Eliz­a­beth Pisani, author of The Wis­dom of Whores, writes about HIV from var­i­ous per­spec­tives: social, sci­en­tific, and polit­i­cal. In a recent arti­cle she notes how per­sonal incen­tives are enough to over­come the stigma of HIV-infection.

Malawi is sus­pend­ing its pay­ments to HIV-infected civil ser­vants because so many unin­fected peo­ple are try­ing to cash in. A third of Malawi’s 120,000 civil ser­vants have reg­is­tered as HIV pos­i­tive. That puts HIV preva­lence among gov­ern­ment work­ers at twice the national rate of 14 percent.

It reminds me of sto­ries that sur­faced in China when the gov­ern­ment started pro­vid­ing free school­ing for the kids of peo­ple with HIV. China being China, it wasn’t long before there was a sec­ondary mar­ket in HIV-infected blood.

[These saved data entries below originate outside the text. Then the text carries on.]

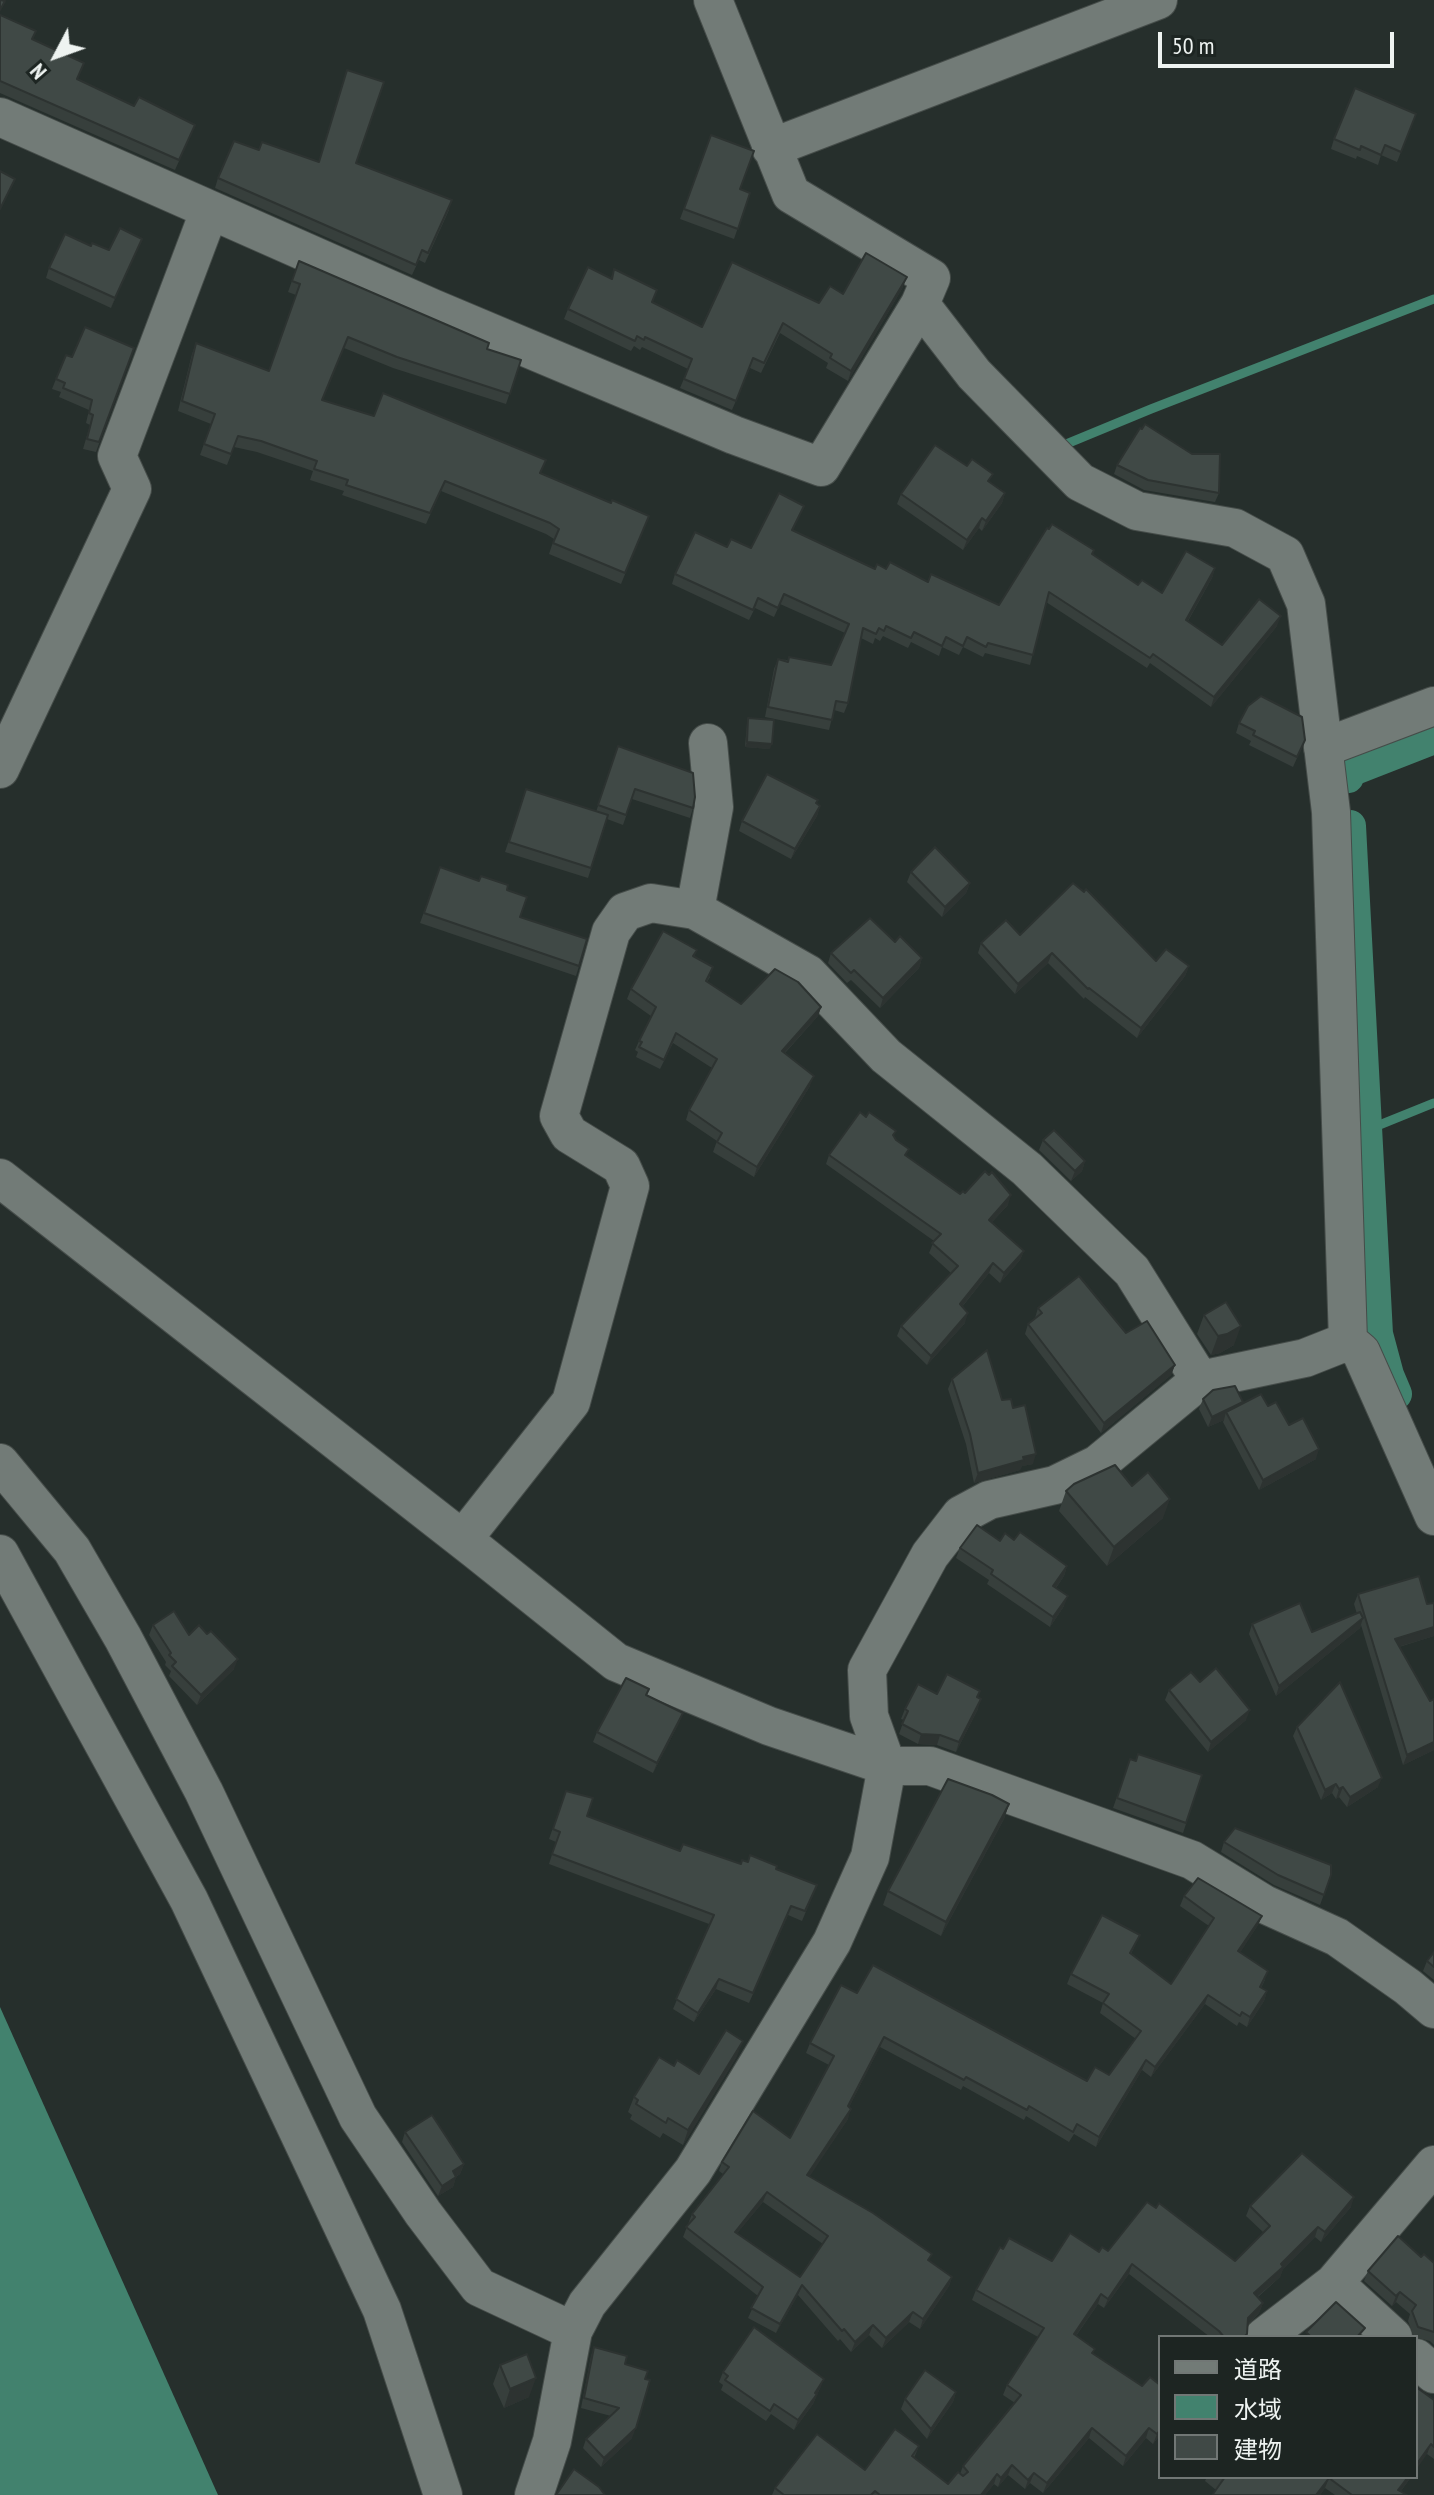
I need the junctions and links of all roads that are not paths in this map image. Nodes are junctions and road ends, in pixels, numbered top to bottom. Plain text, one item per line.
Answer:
1 (713, 0) edge
2 (1158, 0) edge
3 (0, 117) edge
4 (771, 148) junction
5 (209, 212) junction
6 (920, 304) junction
7 (1434, 706) edge
8 (708, 743) dead end
9 (1323, 748) junction
10 (0, 769) edge
11 (695, 910) junction
12 (0, 1178) edge
13 (1348, 1341) junction
14 (1200, 1380) junction
15 (0, 1463) edge
16 (1434, 1516) edge
17 (463, 1539) junction
18 (0, 1554) edge
19 (887, 1766) junction
20 (1434, 2009) edge
21 (1434, 2165) edge
22 (1334, 2283) junction
23 (573, 2331) junction
24 (1267, 2335) edge
25 (1391, 2335) edge
26 (1418, 2360) edge
27 (1434, 2374) edge
28 (443, 2495) edge
29 (534, 2495) edge

1 - 4 street
2 - 4 street
3 - 5 street
4 - 6 street
5 - 6 street
5 - 10 street
6 - 9 street
7 - 9 street
8 - 11 street
9 - 13 street
11 - 14 street
11 - 17 street
12 - 17 street
13 - 14 street
13 - 16 street
14 - 19 street
15 - 23 street
17 - 19 street
18 - 28 street
19 - 20 street
19 - 23 street
21 - 22 street
22 - 24 street
22 - 25 street
23 - 29 street
26 - 27 street

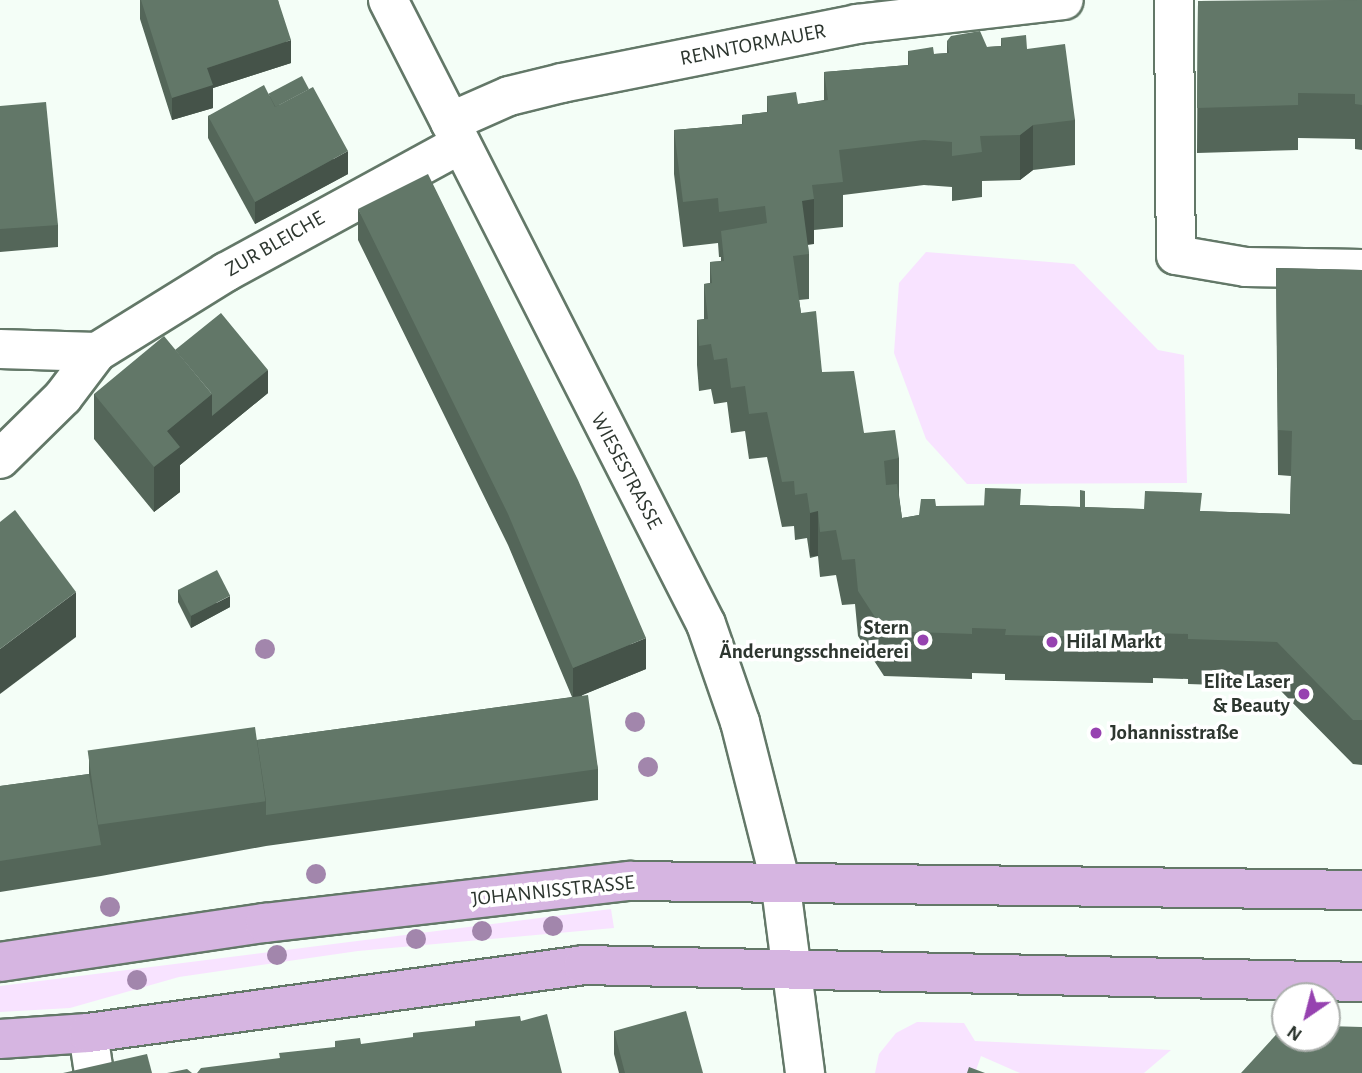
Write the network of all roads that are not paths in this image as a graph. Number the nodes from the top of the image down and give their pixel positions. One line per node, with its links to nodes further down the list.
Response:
1 (387, 0): 4 (street, WIESESTRASSE)
2 (1064, 0): 4 (street, RENNTORMAUER)
3 (1174, 0): 5 (street)
4 (454, 134): 7 (street, ZUR BLEICHE); 9 (street, WIESESTRASSE)
5 (1362, 269)
6 (0, 349): 7 (street)
7 (97, 352): 8 (street, ZUR BLEICHE)
8 (0, 459)
9 (780, 880): 10 (main road, JOHANNISSTRASSE); 11 (main road, JOHANNISSTRASSE); 12 (street, WIESESTRASSE)
10 (1362, 890)
11 (0, 962)
12 (794, 968): 13 (main road); 14 (main road); 17 (street, WIESESTRASSE)
13 (1362, 982)
14 (88, 1033): 15 (main road); 16 (street)
15 (0, 1039)
16 (94, 1073)
17 (806, 1073)

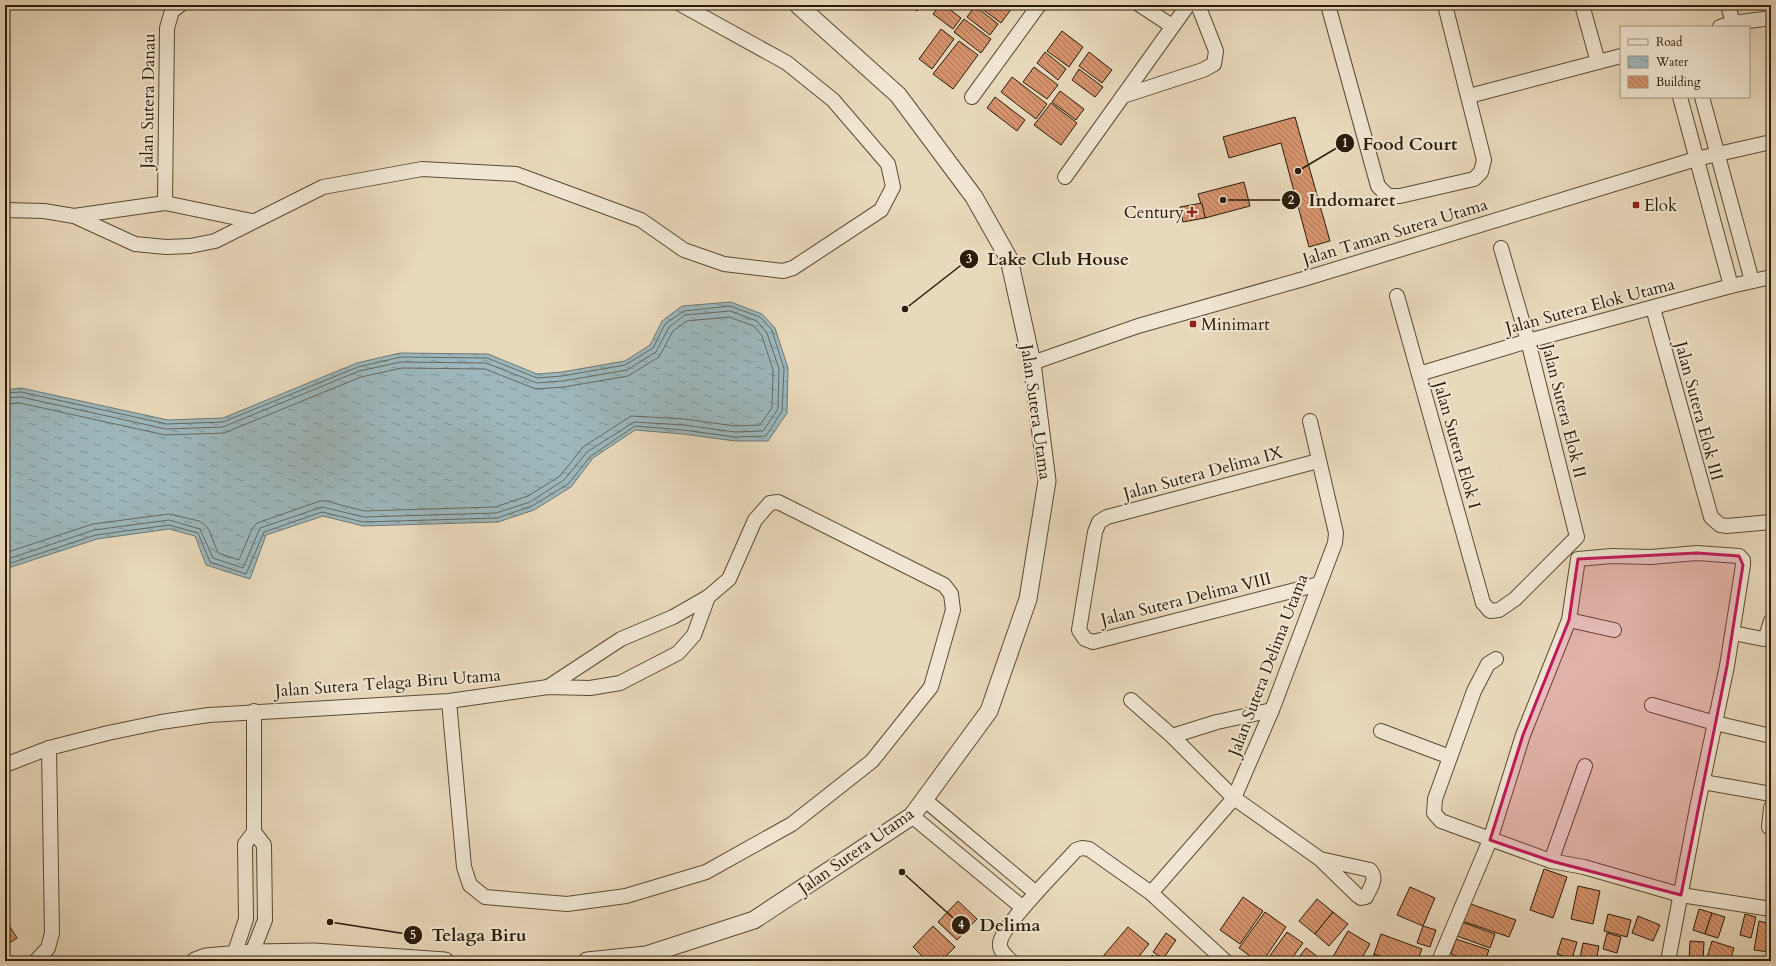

Stigma exists because we allow it to, because we rein­force it by tip­toe­ing around it. The bull­dozer of per­sonal incen­tives can break through stigma in exactly the same way as it can break through cor­rup­tion, poor pro­duc­tiv­ity and other areas of human endeav­our. If we have to bribe our way into greater open­ness about HIV, why not?